Security forces fired warning shots and teargas to deter the mostly female protesters in the town of Kidal who also ransacked and set fire to airport facilities, said a local official, witnesses and the U.N. mission in Mali, MINUSMA.
The protests appear to mark a deterioration in relations between foreign forces and the local community in Kidal, a town at the centre of a separatist movement and violence by Islamist militants, some of whom are linked to al Qaeda.
One person died and six were injured, said Ahmoudane Ag Ikmasse, who represents Kidal in the national assembly. Ikmasse said he was in the capital Bamako but was in contact with people in Kidal.
A doctor in Kidal’s health centre said two died from gunshot wounds.
When France started its military intervention in January 2013, it was greeted as a liberator by southern Malians and parts of the northern population. But France has not been able to resolve the political conflicts within Malian society and instead concentrated on hunting down members of terrorist organizations like al-Qaeda in the Islamic Maghreb (AQIM).

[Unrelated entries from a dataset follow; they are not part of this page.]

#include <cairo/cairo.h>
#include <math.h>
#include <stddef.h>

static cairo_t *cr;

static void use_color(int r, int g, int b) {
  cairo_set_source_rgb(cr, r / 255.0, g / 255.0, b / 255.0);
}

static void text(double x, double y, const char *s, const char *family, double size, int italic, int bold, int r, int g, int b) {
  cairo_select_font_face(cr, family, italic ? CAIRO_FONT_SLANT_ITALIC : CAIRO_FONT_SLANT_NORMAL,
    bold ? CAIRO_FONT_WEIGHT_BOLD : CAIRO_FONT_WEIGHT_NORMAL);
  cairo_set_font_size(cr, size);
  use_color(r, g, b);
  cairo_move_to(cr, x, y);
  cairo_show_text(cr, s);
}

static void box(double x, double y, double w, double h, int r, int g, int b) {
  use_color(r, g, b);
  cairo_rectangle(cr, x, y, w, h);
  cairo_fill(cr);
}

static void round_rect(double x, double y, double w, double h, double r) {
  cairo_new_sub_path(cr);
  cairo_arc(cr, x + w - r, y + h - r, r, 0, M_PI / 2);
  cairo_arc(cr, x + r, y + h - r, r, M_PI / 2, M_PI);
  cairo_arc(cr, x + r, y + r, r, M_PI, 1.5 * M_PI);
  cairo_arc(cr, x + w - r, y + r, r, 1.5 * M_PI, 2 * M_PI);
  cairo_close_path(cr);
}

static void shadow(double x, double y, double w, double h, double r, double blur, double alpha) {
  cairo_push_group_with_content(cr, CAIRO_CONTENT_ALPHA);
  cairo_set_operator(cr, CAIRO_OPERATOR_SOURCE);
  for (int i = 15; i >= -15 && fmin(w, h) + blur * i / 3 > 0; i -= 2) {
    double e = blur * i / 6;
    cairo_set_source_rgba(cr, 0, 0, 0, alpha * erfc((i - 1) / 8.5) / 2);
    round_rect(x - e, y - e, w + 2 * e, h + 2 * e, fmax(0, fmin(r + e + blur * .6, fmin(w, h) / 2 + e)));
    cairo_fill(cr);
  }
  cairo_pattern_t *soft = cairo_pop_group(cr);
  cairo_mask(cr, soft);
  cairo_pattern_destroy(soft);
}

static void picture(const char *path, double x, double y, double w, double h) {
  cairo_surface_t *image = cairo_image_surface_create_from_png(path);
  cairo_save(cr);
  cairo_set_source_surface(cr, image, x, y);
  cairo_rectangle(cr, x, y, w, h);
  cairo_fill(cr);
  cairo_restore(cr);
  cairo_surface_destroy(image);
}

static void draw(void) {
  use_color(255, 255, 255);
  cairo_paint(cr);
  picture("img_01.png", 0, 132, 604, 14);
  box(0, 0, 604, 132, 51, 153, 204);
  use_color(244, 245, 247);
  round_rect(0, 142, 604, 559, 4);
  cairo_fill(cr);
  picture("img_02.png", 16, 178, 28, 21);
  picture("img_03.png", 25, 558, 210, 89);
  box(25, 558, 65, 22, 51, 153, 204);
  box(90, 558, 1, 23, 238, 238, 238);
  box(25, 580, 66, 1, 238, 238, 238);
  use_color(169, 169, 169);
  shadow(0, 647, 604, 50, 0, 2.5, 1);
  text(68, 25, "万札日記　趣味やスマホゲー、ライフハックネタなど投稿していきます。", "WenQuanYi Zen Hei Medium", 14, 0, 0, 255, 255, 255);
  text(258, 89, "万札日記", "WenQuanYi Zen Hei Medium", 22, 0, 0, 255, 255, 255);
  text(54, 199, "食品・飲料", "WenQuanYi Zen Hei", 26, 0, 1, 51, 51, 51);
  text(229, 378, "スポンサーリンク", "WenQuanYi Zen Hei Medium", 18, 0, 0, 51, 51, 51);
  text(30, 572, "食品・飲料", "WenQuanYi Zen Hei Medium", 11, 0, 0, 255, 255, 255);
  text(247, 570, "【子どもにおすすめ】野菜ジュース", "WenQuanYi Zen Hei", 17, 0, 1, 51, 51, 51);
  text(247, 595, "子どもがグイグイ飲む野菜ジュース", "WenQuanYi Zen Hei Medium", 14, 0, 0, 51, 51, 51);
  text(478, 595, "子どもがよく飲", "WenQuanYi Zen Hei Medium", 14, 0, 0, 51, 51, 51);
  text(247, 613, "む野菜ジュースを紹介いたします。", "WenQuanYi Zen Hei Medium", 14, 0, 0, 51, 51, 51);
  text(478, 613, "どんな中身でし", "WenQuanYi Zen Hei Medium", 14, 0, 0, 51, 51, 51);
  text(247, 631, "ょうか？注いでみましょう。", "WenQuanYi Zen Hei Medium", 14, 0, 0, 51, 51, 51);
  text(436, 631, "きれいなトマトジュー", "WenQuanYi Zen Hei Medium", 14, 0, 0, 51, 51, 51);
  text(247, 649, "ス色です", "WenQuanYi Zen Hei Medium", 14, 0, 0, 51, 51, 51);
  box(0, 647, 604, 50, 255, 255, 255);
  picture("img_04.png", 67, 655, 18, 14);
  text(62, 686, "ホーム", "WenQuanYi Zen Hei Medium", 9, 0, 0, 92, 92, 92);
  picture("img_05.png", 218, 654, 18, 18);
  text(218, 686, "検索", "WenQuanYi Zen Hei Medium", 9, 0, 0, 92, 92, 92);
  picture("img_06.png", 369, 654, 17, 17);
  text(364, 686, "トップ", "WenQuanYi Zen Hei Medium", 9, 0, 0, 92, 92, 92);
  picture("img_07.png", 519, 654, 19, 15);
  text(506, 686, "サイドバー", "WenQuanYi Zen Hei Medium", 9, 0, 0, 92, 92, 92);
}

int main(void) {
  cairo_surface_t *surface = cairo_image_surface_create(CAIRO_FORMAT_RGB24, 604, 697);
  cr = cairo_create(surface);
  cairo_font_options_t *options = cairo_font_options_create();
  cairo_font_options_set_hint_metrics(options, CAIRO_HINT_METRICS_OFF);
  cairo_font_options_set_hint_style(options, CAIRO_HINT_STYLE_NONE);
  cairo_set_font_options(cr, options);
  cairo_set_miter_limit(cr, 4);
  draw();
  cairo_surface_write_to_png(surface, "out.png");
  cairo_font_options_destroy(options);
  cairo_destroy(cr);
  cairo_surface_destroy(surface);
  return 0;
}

France's strategy has been described as "permission to kill" suspects without any transparency why certain individuals were designated as targets. Unfortunately for the French forces, AQIM's and other terrorist organizational structures overlap considerably with purely criminal endeavors, primarily large-scale smuggling of narcotics and contraband within the wider region. Smuggling in turn, while also a contributor to AQIM's finances, is widely accepted among the local population as a normal way to make a living, with few other economic opportunities available.
Under these circumstances, it is almost assured that France's aggressive anti-terrorism operation results in a lot of people perceived as innocent either in body bags or in prisoners after pre-dawn raids. With political tensions complicating the picture, France's position vis à vis the local population will become ever more precarious and other international forces, like the U.N. and E.U. missions, are liable to become swept up in the anti-French sentiment.
So if France so far wasn't even able to limit the activities of isolated groups like AQIM, how will the international presence fare if large parts of the population especially in northern Mali turn hostile?